# PROBLEM REQUIREMENTS
Copy all records exactly; omit pictures.
PROVIDED INFORMATION section start
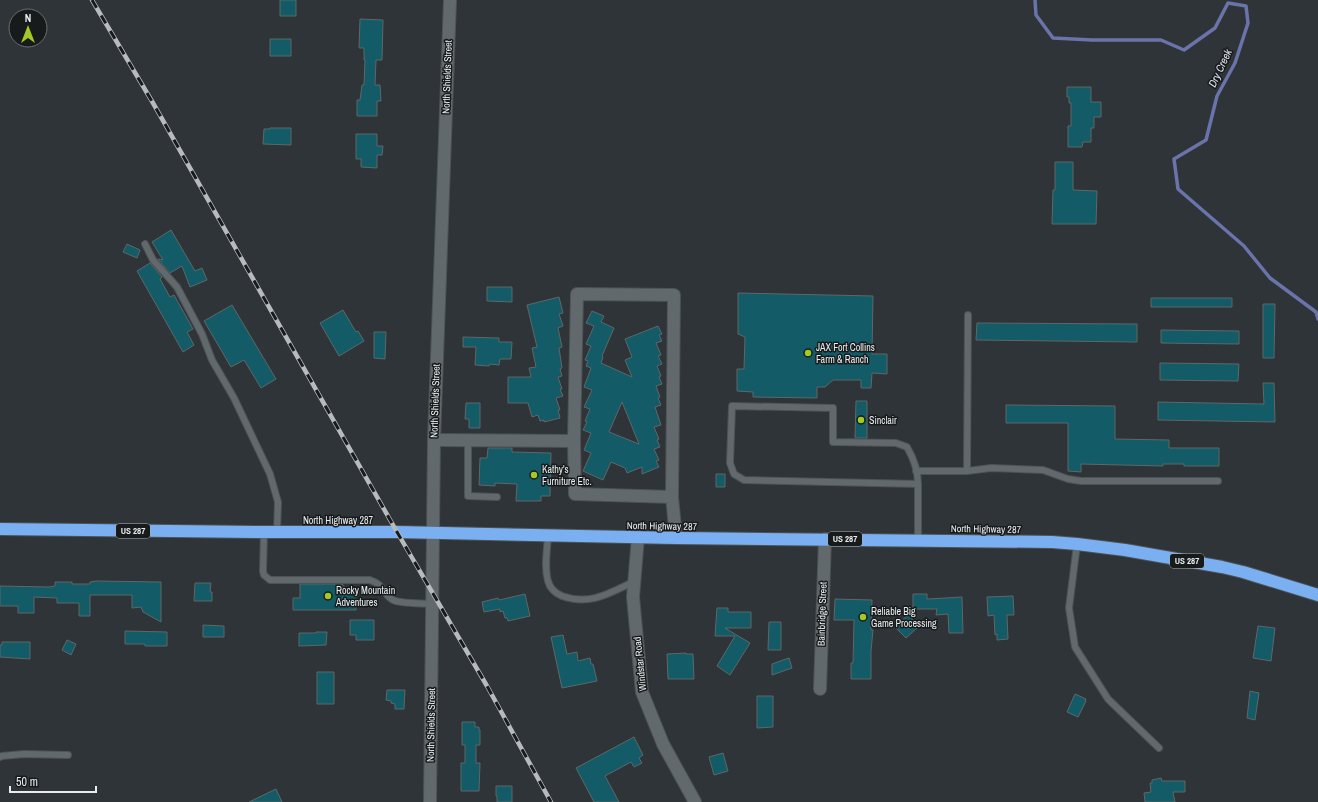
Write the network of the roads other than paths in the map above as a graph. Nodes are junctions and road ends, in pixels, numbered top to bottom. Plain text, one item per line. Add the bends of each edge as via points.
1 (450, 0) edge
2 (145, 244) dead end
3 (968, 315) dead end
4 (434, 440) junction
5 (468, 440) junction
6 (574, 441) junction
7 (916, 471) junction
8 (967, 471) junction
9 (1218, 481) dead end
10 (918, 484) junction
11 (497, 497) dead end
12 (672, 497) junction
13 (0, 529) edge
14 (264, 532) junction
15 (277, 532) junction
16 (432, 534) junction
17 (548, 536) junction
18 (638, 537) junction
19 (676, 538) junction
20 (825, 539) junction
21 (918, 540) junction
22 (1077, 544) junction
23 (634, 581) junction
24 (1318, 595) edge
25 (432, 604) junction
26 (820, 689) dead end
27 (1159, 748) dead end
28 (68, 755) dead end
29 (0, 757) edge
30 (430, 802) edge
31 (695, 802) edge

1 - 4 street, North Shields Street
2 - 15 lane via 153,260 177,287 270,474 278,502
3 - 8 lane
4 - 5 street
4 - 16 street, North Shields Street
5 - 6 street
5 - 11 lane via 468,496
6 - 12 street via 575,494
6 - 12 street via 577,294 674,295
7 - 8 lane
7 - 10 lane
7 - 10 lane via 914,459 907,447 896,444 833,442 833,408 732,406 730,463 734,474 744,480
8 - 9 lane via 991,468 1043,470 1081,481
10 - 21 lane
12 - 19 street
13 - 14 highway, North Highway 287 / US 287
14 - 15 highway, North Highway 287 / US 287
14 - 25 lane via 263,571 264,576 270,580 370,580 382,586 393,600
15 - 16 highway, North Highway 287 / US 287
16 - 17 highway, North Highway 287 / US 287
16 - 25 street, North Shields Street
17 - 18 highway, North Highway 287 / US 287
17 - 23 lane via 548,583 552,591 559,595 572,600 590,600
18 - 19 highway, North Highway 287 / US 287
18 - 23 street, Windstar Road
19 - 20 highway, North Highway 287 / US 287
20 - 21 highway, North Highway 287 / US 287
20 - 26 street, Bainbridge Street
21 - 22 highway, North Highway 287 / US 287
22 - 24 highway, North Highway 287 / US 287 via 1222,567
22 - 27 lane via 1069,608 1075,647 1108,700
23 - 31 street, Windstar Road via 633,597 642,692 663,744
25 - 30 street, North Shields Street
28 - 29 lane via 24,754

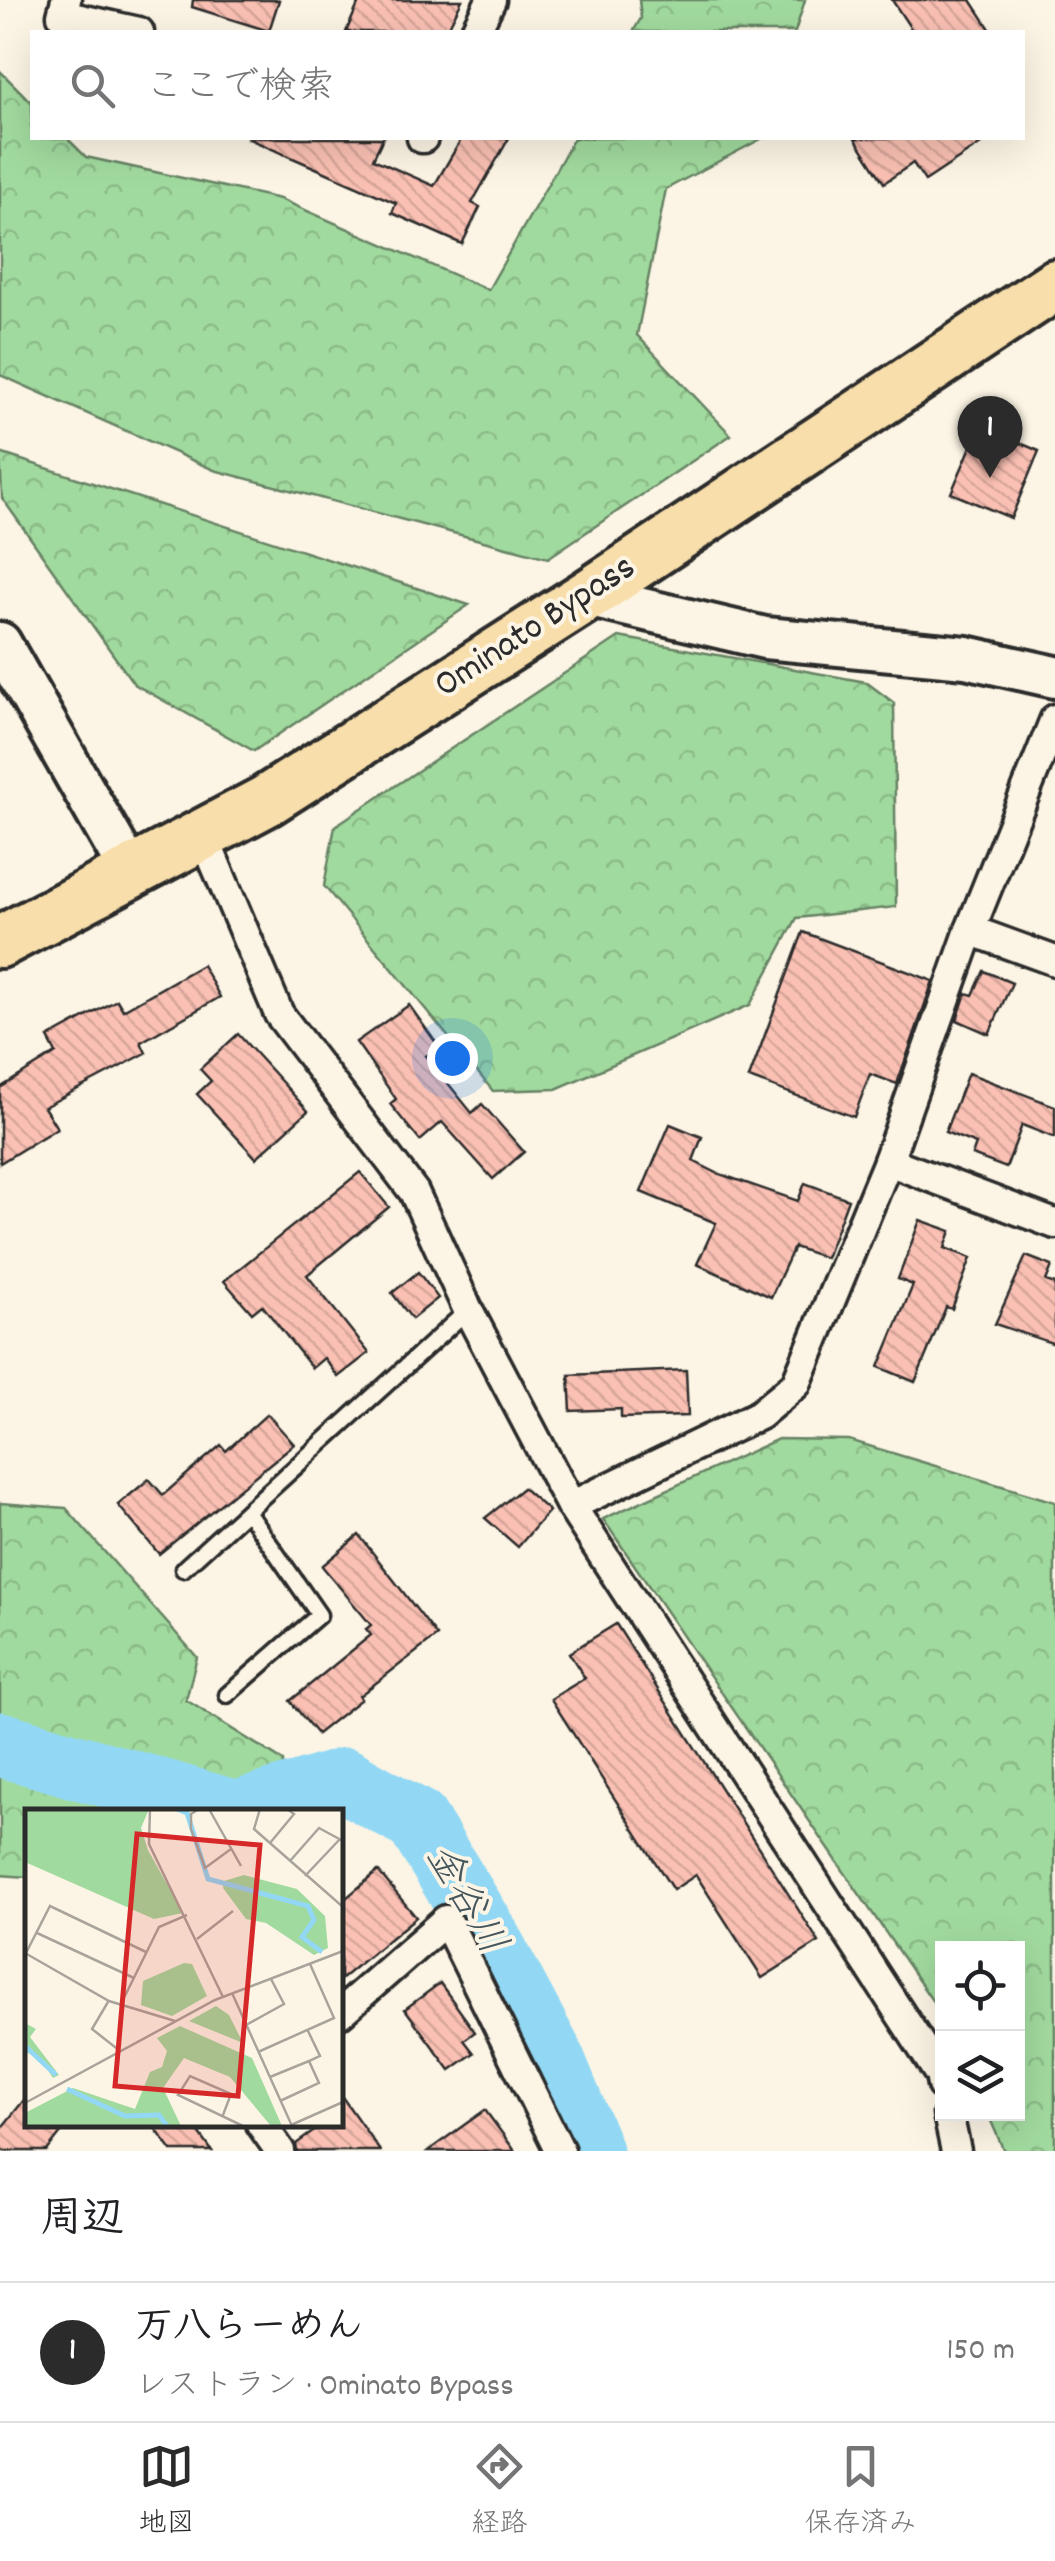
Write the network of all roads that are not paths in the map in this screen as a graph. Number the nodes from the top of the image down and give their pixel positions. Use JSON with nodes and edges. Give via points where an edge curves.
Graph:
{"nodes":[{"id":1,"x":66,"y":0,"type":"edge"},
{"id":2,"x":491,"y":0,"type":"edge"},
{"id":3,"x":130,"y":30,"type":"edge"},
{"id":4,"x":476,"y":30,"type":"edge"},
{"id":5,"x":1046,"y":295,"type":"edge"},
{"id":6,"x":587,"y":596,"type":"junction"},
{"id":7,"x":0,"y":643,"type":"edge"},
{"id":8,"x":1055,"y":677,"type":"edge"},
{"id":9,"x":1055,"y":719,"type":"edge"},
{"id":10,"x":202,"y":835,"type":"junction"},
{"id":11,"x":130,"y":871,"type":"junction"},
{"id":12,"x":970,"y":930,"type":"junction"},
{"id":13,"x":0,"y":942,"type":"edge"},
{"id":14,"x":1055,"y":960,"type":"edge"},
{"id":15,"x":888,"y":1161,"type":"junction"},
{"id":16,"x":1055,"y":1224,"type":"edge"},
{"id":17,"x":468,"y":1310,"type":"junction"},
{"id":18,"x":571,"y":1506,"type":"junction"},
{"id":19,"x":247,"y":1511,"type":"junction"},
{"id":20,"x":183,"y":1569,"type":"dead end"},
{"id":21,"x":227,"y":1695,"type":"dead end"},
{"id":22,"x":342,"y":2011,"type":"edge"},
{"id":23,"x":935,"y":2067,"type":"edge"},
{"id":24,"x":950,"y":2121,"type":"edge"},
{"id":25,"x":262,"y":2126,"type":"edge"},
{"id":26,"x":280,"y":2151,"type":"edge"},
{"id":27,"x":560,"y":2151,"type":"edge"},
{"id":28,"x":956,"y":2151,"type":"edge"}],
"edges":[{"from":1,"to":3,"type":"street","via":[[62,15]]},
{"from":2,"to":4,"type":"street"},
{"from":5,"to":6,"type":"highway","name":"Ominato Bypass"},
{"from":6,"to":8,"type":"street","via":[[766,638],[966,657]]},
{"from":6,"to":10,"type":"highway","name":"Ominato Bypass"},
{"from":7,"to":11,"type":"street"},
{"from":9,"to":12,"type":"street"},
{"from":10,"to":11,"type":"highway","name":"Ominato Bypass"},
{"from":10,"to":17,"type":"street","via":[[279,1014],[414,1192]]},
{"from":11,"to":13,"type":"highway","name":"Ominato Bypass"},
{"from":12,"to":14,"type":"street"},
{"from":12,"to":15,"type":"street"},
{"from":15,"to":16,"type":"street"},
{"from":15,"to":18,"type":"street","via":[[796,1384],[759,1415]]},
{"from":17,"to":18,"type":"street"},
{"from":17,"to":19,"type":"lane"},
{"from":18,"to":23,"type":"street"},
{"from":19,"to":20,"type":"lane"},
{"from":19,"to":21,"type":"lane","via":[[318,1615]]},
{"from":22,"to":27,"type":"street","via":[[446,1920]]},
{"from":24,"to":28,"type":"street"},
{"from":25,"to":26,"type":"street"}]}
PROVIDED INFORMATION section end
# RESULT
Write the network of the roads other than paths in the map above as a graph. Nodes are junctions and road ends, in pixels, numbered top to bottom. Plain text, one item per line. Add the bends of each edge as via points.
1 (450, 0) edge
2 (145, 244) dead end
3 (968, 315) dead end
4 (434, 440) junction
5 (468, 440) junction
6 (574, 441) junction
7 (916, 471) junction
8 (967, 471) junction
9 (1218, 481) dead end
10 (918, 484) junction
11 (497, 497) dead end
12 (672, 497) junction
13 (0, 529) edge
14 (264, 532) junction
15 (277, 532) junction
16 (432, 534) junction
17 (548, 536) junction
18 (638, 537) junction
19 (676, 538) junction
20 (825, 539) junction
21 (918, 540) junction
22 (1077, 544) junction
23 (634, 581) junction
24 (1318, 595) edge
25 (432, 604) junction
26 (820, 689) dead end
27 (1159, 748) dead end
28 (68, 755) dead end
29 (0, 757) edge
30 (430, 802) edge
31 (695, 802) edge

1 - 4 street, North Shields Street
2 - 15 lane via 153,260 177,287 270,474 278,502
3 - 8 lane
4 - 5 street
4 - 16 street, North Shields Street
5 - 6 street
5 - 11 lane via 468,496
6 - 12 street via 575,494
6 - 12 street via 577,294 674,295
7 - 8 lane
7 - 10 lane
7 - 10 lane via 914,459 907,447 896,444 833,442 833,408 732,406 730,463 734,474 744,480
8 - 9 lane via 991,468 1043,470 1081,481
10 - 21 lane
12 - 19 street
13 - 14 highway, North Highway 287 / US 287
14 - 15 highway, North Highway 287 / US 287
14 - 25 lane via 263,571 264,576 270,580 370,580 382,586 393,600
15 - 16 highway, North Highway 287 / US 287
16 - 17 highway, North Highway 287 / US 287
16 - 25 street, North Shields Street
17 - 18 highway, North Highway 287 / US 287
17 - 23 lane via 548,583 552,591 559,595 572,600 590,600
18 - 19 highway, North Highway 287 / US 287
18 - 23 street, Windstar Road
19 - 20 highway, North Highway 287 / US 287
20 - 21 highway, North Highway 287 / US 287
20 - 26 street, Bainbridge Street
21 - 22 highway, North Highway 287 / US 287
22 - 24 highway, North Highway 287 / US 287 via 1222,567
22 - 27 lane via 1069,608 1075,647 1108,700
23 - 31 street, Windstar Road via 633,597 642,692 663,744
25 - 30 street, North Shields Street
28 - 29 lane via 24,754

Write the network of all roads that are not paths in the map in this screen as a graph. Number the nodes from the top of the image down and give their pixel positions. Use JSON with nodes and edges. Give via points where an edge curves.
Graph:
{"nodes":[{"id":1,"x":66,"y":0,"type":"edge"},
{"id":2,"x":491,"y":0,"type":"edge"},
{"id":3,"x":130,"y":30,"type":"edge"},
{"id":4,"x":476,"y":30,"type":"edge"},
{"id":5,"x":1046,"y":295,"type":"edge"},
{"id":6,"x":587,"y":596,"type":"junction"},
{"id":7,"x":0,"y":643,"type":"edge"},
{"id":8,"x":1055,"y":677,"type":"edge"},
{"id":9,"x":1055,"y":719,"type":"edge"},
{"id":10,"x":202,"y":835,"type":"junction"},
{"id":11,"x":130,"y":871,"type":"junction"},
{"id":12,"x":970,"y":930,"type":"junction"},
{"id":13,"x":0,"y":942,"type":"edge"},
{"id":14,"x":1055,"y":960,"type":"edge"},
{"id":15,"x":888,"y":1161,"type":"junction"},
{"id":16,"x":1055,"y":1224,"type":"edge"},
{"id":17,"x":468,"y":1310,"type":"junction"},
{"id":18,"x":571,"y":1506,"type":"junction"},
{"id":19,"x":247,"y":1511,"type":"junction"},
{"id":20,"x":183,"y":1569,"type":"dead end"},
{"id":21,"x":227,"y":1695,"type":"dead end"},
{"id":22,"x":342,"y":2011,"type":"edge"},
{"id":23,"x":935,"y":2067,"type":"edge"},
{"id":24,"x":950,"y":2121,"type":"edge"},
{"id":25,"x":262,"y":2126,"type":"edge"},
{"id":26,"x":280,"y":2151,"type":"edge"},
{"id":27,"x":560,"y":2151,"type":"edge"},
{"id":28,"x":956,"y":2151,"type":"edge"}],
"edges":[{"from":1,"to":3,"type":"street","via":[[62,15]]},
{"from":2,"to":4,"type":"street"},
{"from":5,"to":6,"type":"highway","name":"Ominato Bypass"},
{"from":6,"to":8,"type":"street","via":[[766,638],[966,657]]},
{"from":6,"to":10,"type":"highway","name":"Ominato Bypass"},
{"from":7,"to":11,"type":"street"},
{"from":9,"to":12,"type":"street"},
{"from":10,"to":11,"type":"highway","name":"Ominato Bypass"},
{"from":10,"to":17,"type":"street","via":[[279,1014],[414,1192]]},
{"from":11,"to":13,"type":"highway","name":"Ominato Bypass"},
{"from":12,"to":14,"type":"street"},
{"from":12,"to":15,"type":"street"},
{"from":15,"to":16,"type":"street"},
{"from":15,"to":18,"type":"street","via":[[796,1384],[759,1415]]},
{"from":17,"to":18,"type":"street"},
{"from":17,"to":19,"type":"lane"},
{"from":18,"to":23,"type":"street"},
{"from":19,"to":20,"type":"lane"},
{"from":19,"to":21,"type":"lane","via":[[318,1615]]},
{"from":22,"to":27,"type":"street","via":[[446,1920]]},
{"from":24,"to":28,"type":"street"},
{"from":25,"to":26,"type":"street"}]}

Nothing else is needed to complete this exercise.